Pura Terate Bang
 
 
Pura Terate Bang
Tirta Mancawarna
Dari sisi penataan, sebagaimana umumnya pura di Bali terdiri atas tri mandala yakni utama mandala (jeroan), madya mandala (jaba tengah) dan Kanista Mandala atau jaba sisi. Utama mandala merupakan wilayah yang sangat disakralkan dan hanya berhubungan dengan rohani dan upacara suci.

Ada empat bangunan suci yakni Pelinggih Gedong sebagai tempat pemujaan Sang Hyang Brahma atau Agni, Padmasana, piyasan dan bale penegtegan. Di sebelah barat jeroan terdapat Pelinggih Siwa (Ida Ratu Lingsir). Serta adanya Pelinggih Saka Pat Sari dan genah toya Panca Maha Merta Mancawarna.

Di sebelah timur laut jeroan terdapat Pelinggih Beji dan beberapa pelinggih lainnya. Pelinggih Siwa dan Pura Beji masih berkaitan langsung dengan Pura Luhur Pucak Terate Bang. Air suci untuk tirta diambil dari beji terletak di bagian timur laut pura ini. Sedangkan di sebelah barat laut terdapat beji dengan air belerang sebanyak lima tempat yang disebut Maha Mertha Mancawarna.

Di bawah tempat tirta itu, terdapat pelinggih Padmasana tempat memuja Siwa. Air tirta belerang itulah yang biasanya dimohon oleh umat khususnya para praktisi pengobatan sebagai obat. Keberadaan tirta ini tampaknya sangat populer bagi masyarakat Bedugul. Bukan hanya itu, umat dari berbagai tempat di Bali kerap nunas tirta di tempat ini.

Diyakini tirta ini memberikan efek kesembuhan dan sebagai penyucian diri dari segala kekotoran. Dengan memohon tirta di tempat ini, kondisi badan yang sehat dan baik akan sangat sempurna untuk melaksanakan sembah sujud ke hadapan Dewa Brahma sebagai pencipta dan pemberi berkah bagi kehidupan manusia.

Pralingga yang terdapat di pura ini berupa simbol naga serta mempunyai pajenengan seperti tombak yang berujung dua. Busana pura ini lebih banyak dibalut dengan warga merah sebagai simbol memuja Dewa Agni atau Brahma di atas lotus.

Tanpa Binatang Berkaki Empat
Ada yang unik dari tata upacara keagamaan di pura ini. Menurut Klian Adat Bukit Catu I Wayan Puja Umbara, piodalan di pura ini jatuh pada Sabtu Kliwon Wuku Landep. Penggunaan binatang berkaki empat tidak diperbolehkan dipakai di pura ini. Jika ada upacara besar seperti ngenteg linggih dan karya piodalan jelih, maka upacara yang semestinya menggunakan binatang berkaki empat, sesuai dengan dresta yang berlaku diganti dengan binatang berkaki dua.

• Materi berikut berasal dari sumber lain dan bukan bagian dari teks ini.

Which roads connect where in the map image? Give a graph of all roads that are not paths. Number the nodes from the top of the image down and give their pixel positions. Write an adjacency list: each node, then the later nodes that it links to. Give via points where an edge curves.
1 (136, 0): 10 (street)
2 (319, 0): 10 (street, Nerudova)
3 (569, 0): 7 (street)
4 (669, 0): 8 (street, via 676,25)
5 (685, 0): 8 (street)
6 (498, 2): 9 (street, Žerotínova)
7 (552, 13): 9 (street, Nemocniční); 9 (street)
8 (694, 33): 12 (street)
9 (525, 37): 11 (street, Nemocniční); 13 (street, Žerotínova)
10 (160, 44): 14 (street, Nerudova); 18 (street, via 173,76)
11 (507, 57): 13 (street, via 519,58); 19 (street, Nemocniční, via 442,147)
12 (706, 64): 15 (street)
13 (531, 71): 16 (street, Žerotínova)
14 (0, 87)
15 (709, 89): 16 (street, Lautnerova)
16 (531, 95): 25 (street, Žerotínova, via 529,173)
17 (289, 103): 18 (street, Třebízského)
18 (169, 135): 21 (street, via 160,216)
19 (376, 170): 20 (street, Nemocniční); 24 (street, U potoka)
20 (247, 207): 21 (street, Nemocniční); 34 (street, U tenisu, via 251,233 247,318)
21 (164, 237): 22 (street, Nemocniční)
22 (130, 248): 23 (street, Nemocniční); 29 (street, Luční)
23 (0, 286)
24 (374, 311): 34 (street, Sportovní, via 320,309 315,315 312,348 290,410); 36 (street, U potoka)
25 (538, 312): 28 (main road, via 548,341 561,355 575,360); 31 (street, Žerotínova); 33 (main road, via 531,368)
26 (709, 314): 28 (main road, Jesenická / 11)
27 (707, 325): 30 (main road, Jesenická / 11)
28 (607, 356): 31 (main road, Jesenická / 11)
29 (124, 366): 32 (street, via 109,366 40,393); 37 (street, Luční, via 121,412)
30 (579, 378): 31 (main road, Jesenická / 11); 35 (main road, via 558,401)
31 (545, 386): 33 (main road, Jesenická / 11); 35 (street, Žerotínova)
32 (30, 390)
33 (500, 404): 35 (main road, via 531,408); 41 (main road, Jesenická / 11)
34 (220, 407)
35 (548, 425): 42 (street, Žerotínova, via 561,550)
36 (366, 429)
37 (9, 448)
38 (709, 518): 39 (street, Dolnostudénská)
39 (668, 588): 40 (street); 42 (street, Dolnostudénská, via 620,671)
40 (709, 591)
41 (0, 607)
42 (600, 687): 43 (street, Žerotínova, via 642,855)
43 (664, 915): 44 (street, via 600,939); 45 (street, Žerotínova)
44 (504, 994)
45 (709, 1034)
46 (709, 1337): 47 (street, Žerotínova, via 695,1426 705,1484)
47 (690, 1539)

Contohnya babi butuan diganti dengan kokokan, sapi diganti dengan kukur, kerbau diganti dengan bebek selem, anjing diganti dengan bebek belang kalung dan kambing diganti dengan ayam klau gringsing. Sementara dalam pekasanaan upacara dipimpin oleh seorang pemangku tanpa menggunakan pedanda.

Ada tiga pemangku yang ngayah di pura ini yakni Jro Mangku Sudi asal Dusun Bukit Catu yang ngayah di Pura Agung Terate Bang, Jero Mangku Yasa asal Bukit Catu yang ngayah di Natar Ratu Lingsir, dan Jero Mangku Rangkus yang bertugas di Taman Beji. Pangemong pura ini adalah Banjar Adat Bukit Catu, yang dibina dan diayomi langsung oleh puri.

Sementara pangenceng-nya adalah Puri Marga Tabanan. Jika ada piodalan di Pura Penataran Beratan, di Danau Beratan, biasanya sepuluh pura pengider tedun ke sana, tetapi Batara Terate Bang tidak turun ke sana, namun dari Pura Beratan ada aturan ke Pura Terate Bang.